If you are _that_ close and really need the speed you would be better going with wired; up to 1000 Mb/s if you have a Gigabit router.

*Additional note:* If you want to find out more about your card have a look at the Device ID in Device Manager and Google that.


----------



## myrdhin (Apr 6, 2011)

Hi reventon,

Thank you for responding. The exact specifications seem to be very hard to track down indeed. All info device manager gives is: Broadcom 802.11n-Networkadapter .. and the driver version: 5.60.350.21
Through Driver Detective I found this number but that allso seems to relate to the driver: PCI\VEN_14E4&DEV_4727&SUBSYS_7179144F&REV_01

The cable won't work either since I havent got a Gigabit router  Thats why i was hoping on 150mbps to make it faster then cable.

Anyway, I bought two 300mbps wireless dongles for €30,-. That'll fix my problem for good 

Thanks for your time, everyone.


Regards,
Myrdhin


----------



## Troy_Jollimore (Dec 31, 2007)

Wireless technologies aren't often exact. Their specs can be similar, but performance will vary widely between manufacturers, and depending on which device(s) you are connecting to. In my experience with consumer wireless, getting the speeds you are is actually pretty good.

Your external dongles may fix the issue. Otherwise, the only things I would suggest are disabling your security (temporarily) and perhaps changing your fragmentation threshold down to ~1500 (remember the original value, of course) and trying that.


----------



## 2xg (Aug 5, 2009)

I'm positive that it would work.


> Anyway, I bought two 300mbps wireless dongles for €30,-. That'll fix my problem for good


Not intentional at all...Never....We are all volunteers and there are so many Threads/Posts that needs answered. We can overlooked Posts as well, again not intenional. Our section is also short-Staffed **


> I know you wanted to help, but I feel kindoff rejected for no one trying.
> When I answer that, you allso leave that hanging and suggest


Please let us know if you have any more concerns.


----------



## myrdhin (Apr 6, 2011)

I understand I brought an unsolvable issue to the table. My wifi wont go faster and I cant find out my wifi card specs.
Thank you again though, for taking the time to look into my problem.

Kind regards,
Myrdhin


----------



## 2xg (Aug 5, 2009)

No worries at all....:grin:


myrdhin said:


> I understand I brought an unsolvable issue to the table. My wifi wont go faster and I cant find out my wifi card specs.
> Thank you again though, for taking the time to look into my problem.
> 
> Kind regards,
> Myrdhin


Are you using the new Wi-Fi Adapter? What's the exact Make and Model?

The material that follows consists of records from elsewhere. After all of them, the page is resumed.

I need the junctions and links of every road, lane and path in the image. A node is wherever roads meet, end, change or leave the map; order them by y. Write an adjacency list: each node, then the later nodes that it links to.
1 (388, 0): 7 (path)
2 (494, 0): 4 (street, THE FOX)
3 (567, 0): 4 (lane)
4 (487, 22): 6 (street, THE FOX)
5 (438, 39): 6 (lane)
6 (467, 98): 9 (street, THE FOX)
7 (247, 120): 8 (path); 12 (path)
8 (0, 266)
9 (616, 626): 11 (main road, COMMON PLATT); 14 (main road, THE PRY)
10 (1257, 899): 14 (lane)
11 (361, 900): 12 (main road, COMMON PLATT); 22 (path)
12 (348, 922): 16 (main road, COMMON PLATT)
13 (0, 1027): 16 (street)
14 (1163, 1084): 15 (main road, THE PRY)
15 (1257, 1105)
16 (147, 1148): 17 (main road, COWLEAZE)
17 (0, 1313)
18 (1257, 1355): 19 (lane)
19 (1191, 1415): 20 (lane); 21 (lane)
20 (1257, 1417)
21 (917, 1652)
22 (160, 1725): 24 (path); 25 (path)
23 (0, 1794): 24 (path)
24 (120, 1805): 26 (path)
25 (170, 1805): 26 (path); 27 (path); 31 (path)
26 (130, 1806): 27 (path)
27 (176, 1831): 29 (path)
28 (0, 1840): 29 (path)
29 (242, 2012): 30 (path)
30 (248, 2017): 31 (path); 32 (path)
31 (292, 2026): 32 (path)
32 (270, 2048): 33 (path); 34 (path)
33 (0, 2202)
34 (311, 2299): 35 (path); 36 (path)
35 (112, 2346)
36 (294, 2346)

> Anyway, I bought two 300mbps wireless dongles for €30,-. That'll fix my problem for good


----------



## myrdhin (Apr 6, 2011)

*My WiFi will get more then 72mbps*

Im not using it yet, its comming from hongkong so i'll need to have patience.

I ordered this dongle because of the positive reviews.


----------



## Wrench97 (May 10, 2008)

> VEN_14E4&DEV_4727


Is a Broadcom 4313 it's a rather early draft N spec(modified for laptop use to take advantage of the bluetooth feature) that is most likely not 100% compatible with the later N spec on the router hence the lower speed, you'll notice however it's still faster then your broadband speed so the only place you would notice the difference is on PC to PC across the internal network file transfers or streaming media from the PC to a media device inhouse.

Broadcom.com - BCM4313 - InConcert® Wi-Fi® and Bluetooth® Coexistence Interface for Single/Dual Antenna Designs


----------



## myrdhin (Apr 6, 2011)

Woaw, some intel on the actual wifi card specifications. I couldn't deal with the mystery anymore. Thank god(and wrench97) thats solved.
Still nothing about the number of spatial streams though. Like, if it should be 72 or 150mbps, alltough I'm fairly sure there's no more in it then 72. But now I atleast know the name of that ruddy thing.

Indeed my broadband speed is > my wifi speed, but I need it for transferring large files at home. So thats why I bought two dongles, that way I should always get the maximum speed my router allows.


----------



## Wrench97 (May 10, 2008)

The early draft n specs were muddy at best, some will only run full speed if connected to the same brand/model router chip as the wifi card(draft n was produced before the spec was actually set and approved so not all draft n stuff was fully compatible with each other).

Another possibility with that particular card, it may split half the bandwidth between blue-tooth and wifi limiting the speed on both, remember it appears to be a modded chip originally designed for audio/visual equipment.


----------



## myrdhin (Apr 6, 2011)

Lame to integrate such obsolete equipment. This updated model is not cheap and no more then 6 months old. The rest of the performance makes up for it though.
Very insighful. Tnx


----------